Thursday, October 25, 2012

Should you do, or should you not do- do?

Sorry I have been absent the past two days, things always come up when I try to blog.  Last weekend I participated in an orienteering event and the picture above is of me at point 32.  You ask why am I taking a picture of myself at point 32?  It is because someone stole the puncher so to prove we made it to the point I took a picture of me there.  Anything for points.  The day was going good and we had a goal of making it to the furthest point on the map and also the most valuable point of all, point 75 which was worth 30 points.  On our way from 75 to 72 I get a phone call on my phone letting me know we had a youth at the health lodge that took a spill and had gashed his leg about four inches long.
Now I am one to always assume the best and brush off the worst.  The medical people were telling me the youth was OK but they thought that I might want to take him to town for a paid medical professional to look at it and see if it needed stitches.  I asked the medical person if they thought he needed stitches because I was a solid hour from him and a rush back for nothing was going to put my diabetes into a bad mood.  The medical professional kind of him-hawed around and I finally asked him if this was his youth would you take him to get a professional to look at it.  His response was "oh yeah I would for sure take my child in if they had this kind of cut."  Well that was all I needed to hear because I am a diabetic, an accountant, scout leader, but I am not a doctor so when he said he would take him in that was exactly what I was going to do. 
The medic sent a car for me and another leader and we took the youth into town where he received 10 solid stitches.  The physicians assistant let us know that it was a good thing we brought the youth in because this was a really nasty cut and they still had lots of gravel to clean out of the wound.  In the end this entire thing was no big deal to me and the youth was bandaged and we drove them to a meeting point for their parents to take them home.  There is no reason to stay in the woods when you have a freshly sewn up wound.  I am not sure if being diabetic so long that I pretty much knew what the medical professionals were going to do and needed to do but I guess having a disease can prepare you for other medical events.

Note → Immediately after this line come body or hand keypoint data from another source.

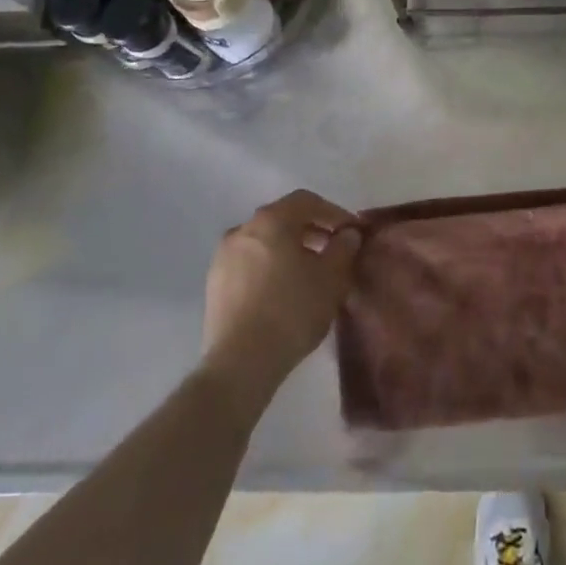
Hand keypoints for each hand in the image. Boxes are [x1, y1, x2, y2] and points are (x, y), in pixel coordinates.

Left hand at [202, 191, 361, 392]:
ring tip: (310, 273)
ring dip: (290, 249)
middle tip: (334, 250)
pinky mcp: (214, 285)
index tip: (351, 232)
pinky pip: (249, 263)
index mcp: (271, 220)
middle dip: (312, 230)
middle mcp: (243, 229)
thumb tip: (348, 234)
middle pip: (283, 219)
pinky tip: (284, 290)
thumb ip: (343, 248)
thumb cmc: (292, 310)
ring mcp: (223, 257)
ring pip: (264, 242)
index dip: (333, 212)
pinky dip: (270, 266)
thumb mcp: (331, 277)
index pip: (306, 201)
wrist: (240, 363)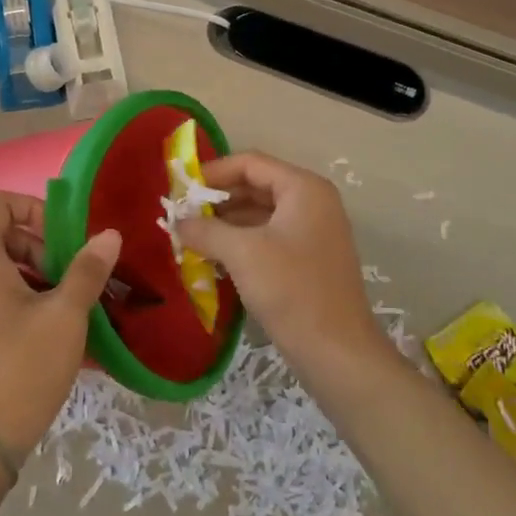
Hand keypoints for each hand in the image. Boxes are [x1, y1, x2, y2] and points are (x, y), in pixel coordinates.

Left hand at [0, 192, 121, 459]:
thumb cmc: (22, 369)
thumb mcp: (65, 316)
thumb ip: (87, 269)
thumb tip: (109, 235)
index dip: (35, 209)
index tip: (65, 239)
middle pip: (1, 235)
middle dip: (42, 247)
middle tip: (72, 278)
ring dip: (36, 276)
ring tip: (68, 308)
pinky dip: (20, 301)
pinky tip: (49, 334)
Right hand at [176, 153, 386, 373]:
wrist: (337, 353)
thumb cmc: (291, 290)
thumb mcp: (242, 253)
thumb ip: (205, 230)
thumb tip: (178, 222)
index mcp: (304, 188)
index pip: (251, 163)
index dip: (213, 172)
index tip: (181, 190)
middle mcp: (313, 202)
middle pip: (256, 185)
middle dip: (217, 199)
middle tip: (182, 214)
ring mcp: (314, 231)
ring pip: (261, 213)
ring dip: (226, 222)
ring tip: (192, 236)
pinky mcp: (310, 259)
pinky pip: (270, 236)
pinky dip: (242, 241)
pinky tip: (214, 257)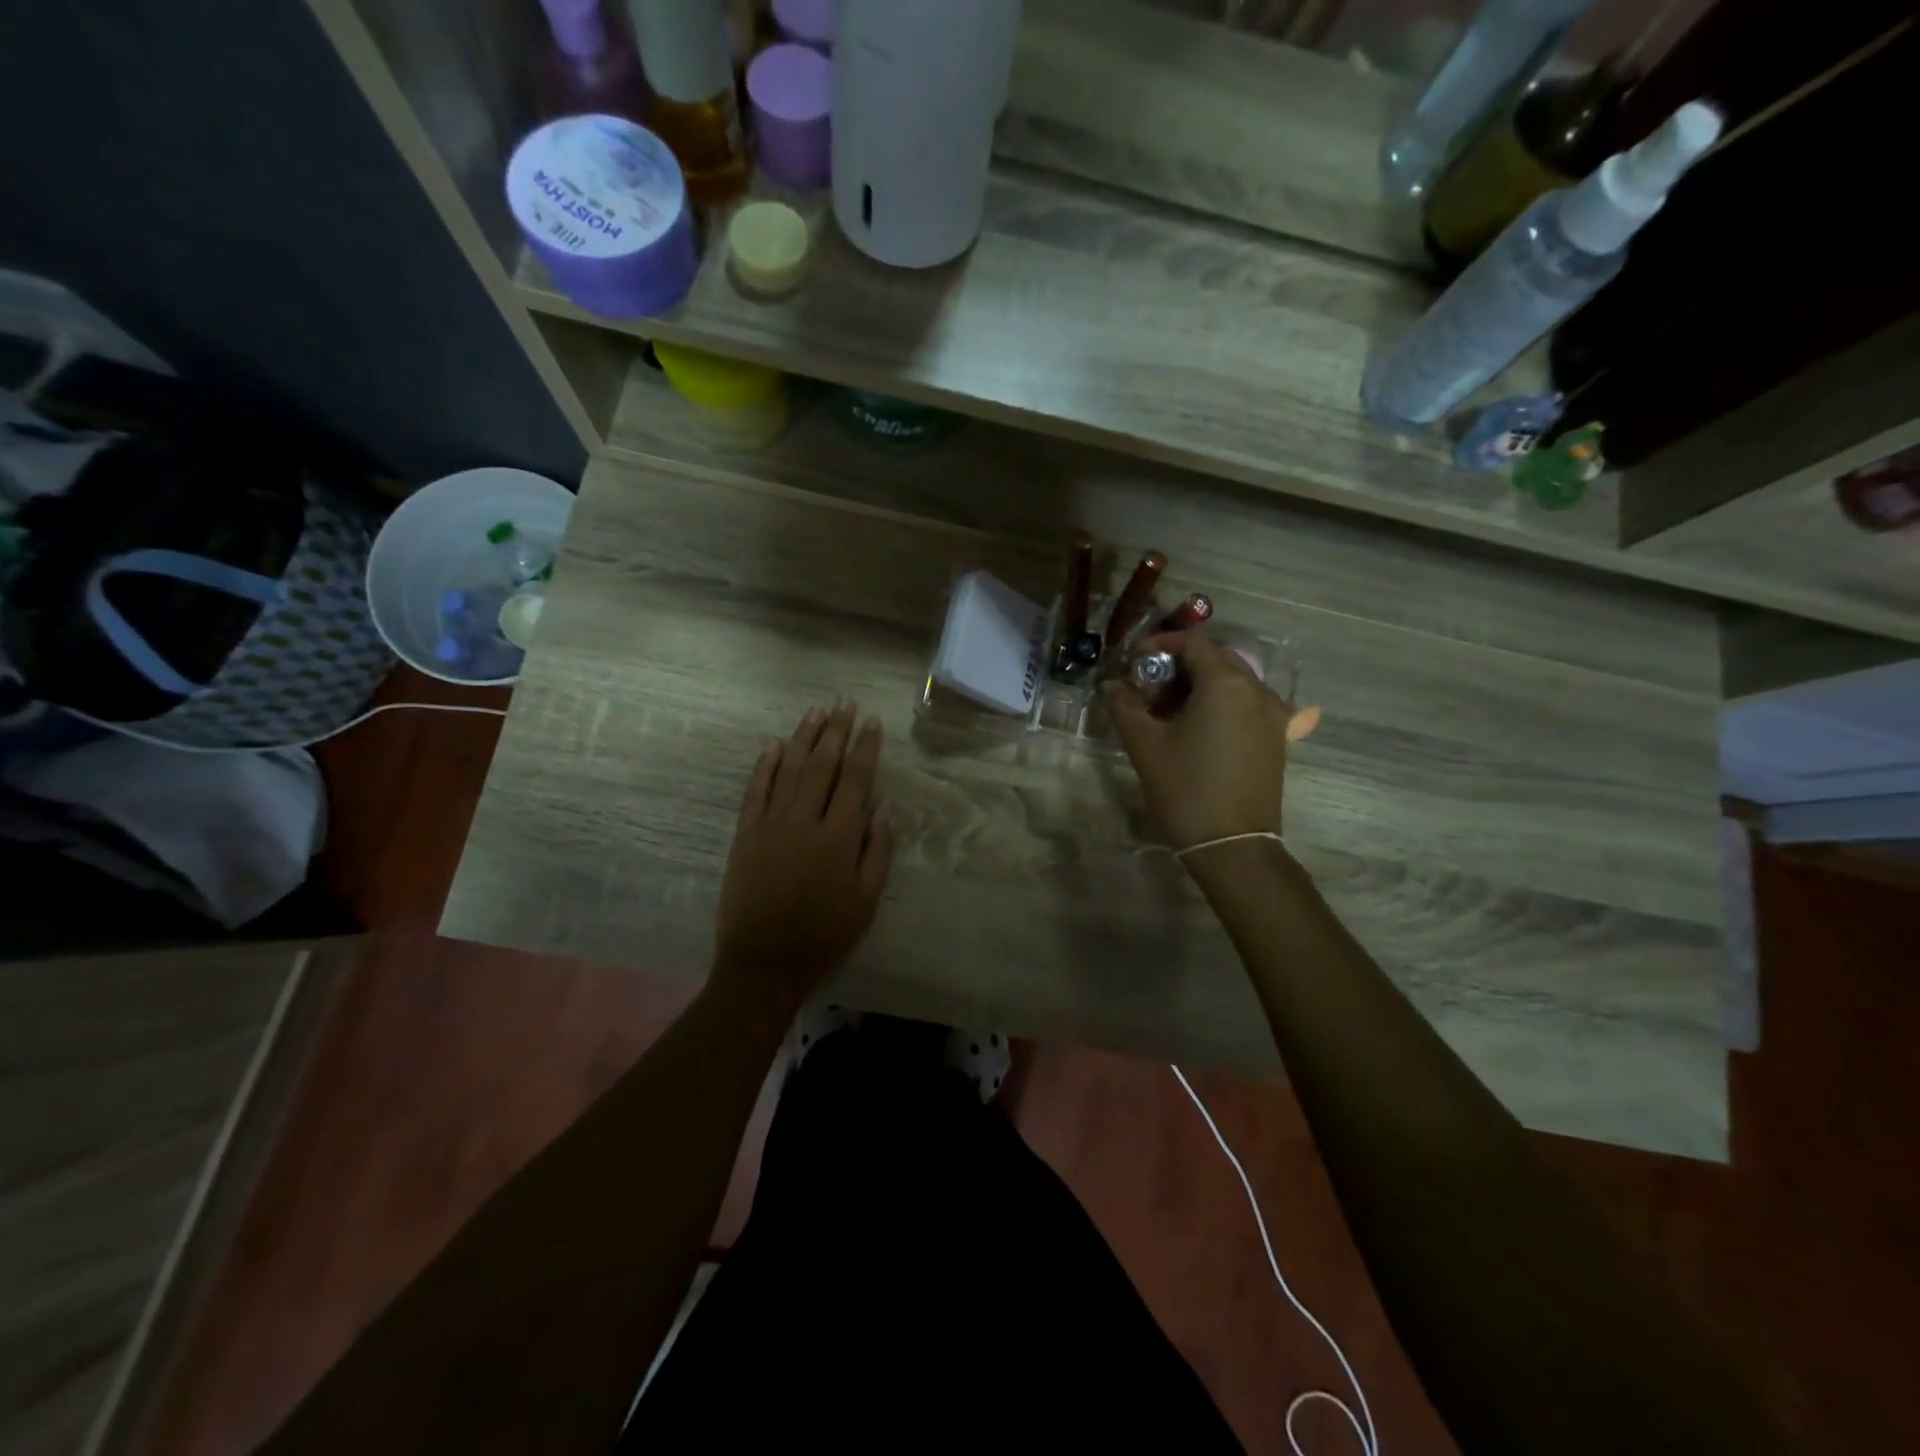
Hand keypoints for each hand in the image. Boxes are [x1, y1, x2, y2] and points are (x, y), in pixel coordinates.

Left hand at [711, 700, 893, 1011]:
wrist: (764, 963)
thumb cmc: (824, 936)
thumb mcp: (865, 901)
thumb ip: (877, 851)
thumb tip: (884, 807)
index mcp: (838, 838)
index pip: (855, 780)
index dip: (865, 749)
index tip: (872, 722)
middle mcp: (804, 821)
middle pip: (822, 766)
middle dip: (836, 731)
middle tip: (844, 702)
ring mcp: (770, 825)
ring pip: (789, 770)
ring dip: (803, 738)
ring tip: (816, 712)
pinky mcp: (745, 835)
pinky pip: (755, 792)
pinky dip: (765, 766)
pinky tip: (773, 745)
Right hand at [1104, 633, 1290, 851]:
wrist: (1232, 845)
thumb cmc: (1185, 789)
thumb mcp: (1144, 745)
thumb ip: (1125, 706)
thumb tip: (1113, 686)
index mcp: (1226, 683)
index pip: (1193, 643)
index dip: (1160, 645)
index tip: (1135, 663)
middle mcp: (1257, 689)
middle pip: (1216, 659)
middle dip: (1180, 665)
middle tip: (1149, 689)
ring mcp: (1273, 714)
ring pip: (1233, 681)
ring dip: (1200, 685)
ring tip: (1170, 711)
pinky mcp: (1277, 737)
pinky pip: (1247, 704)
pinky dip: (1221, 704)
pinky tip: (1199, 728)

One thing that this event brought to my mind is that my old scout leader always kept a suture kit on campouts just in case something happens like this even further in the back country.  What a coincidence this was because he was actually at this event with me and once I arrived back to camp I hung out with him and I told him the story.  Once I finished telling him all that happened he went to his tent and pulled out his old suture kit that even to this day he still keeps on campouts.  We looked it over and made sure it was still all there.
In the side pockets I pulled out several scalpels that were in sealed bags to keep them sanitary and then came across this polyester fiber suture thingie.  This thing must be 25 years old but just seeing how prepared my old scout leader is to this day made me think about going out and getting a suture kit for myself.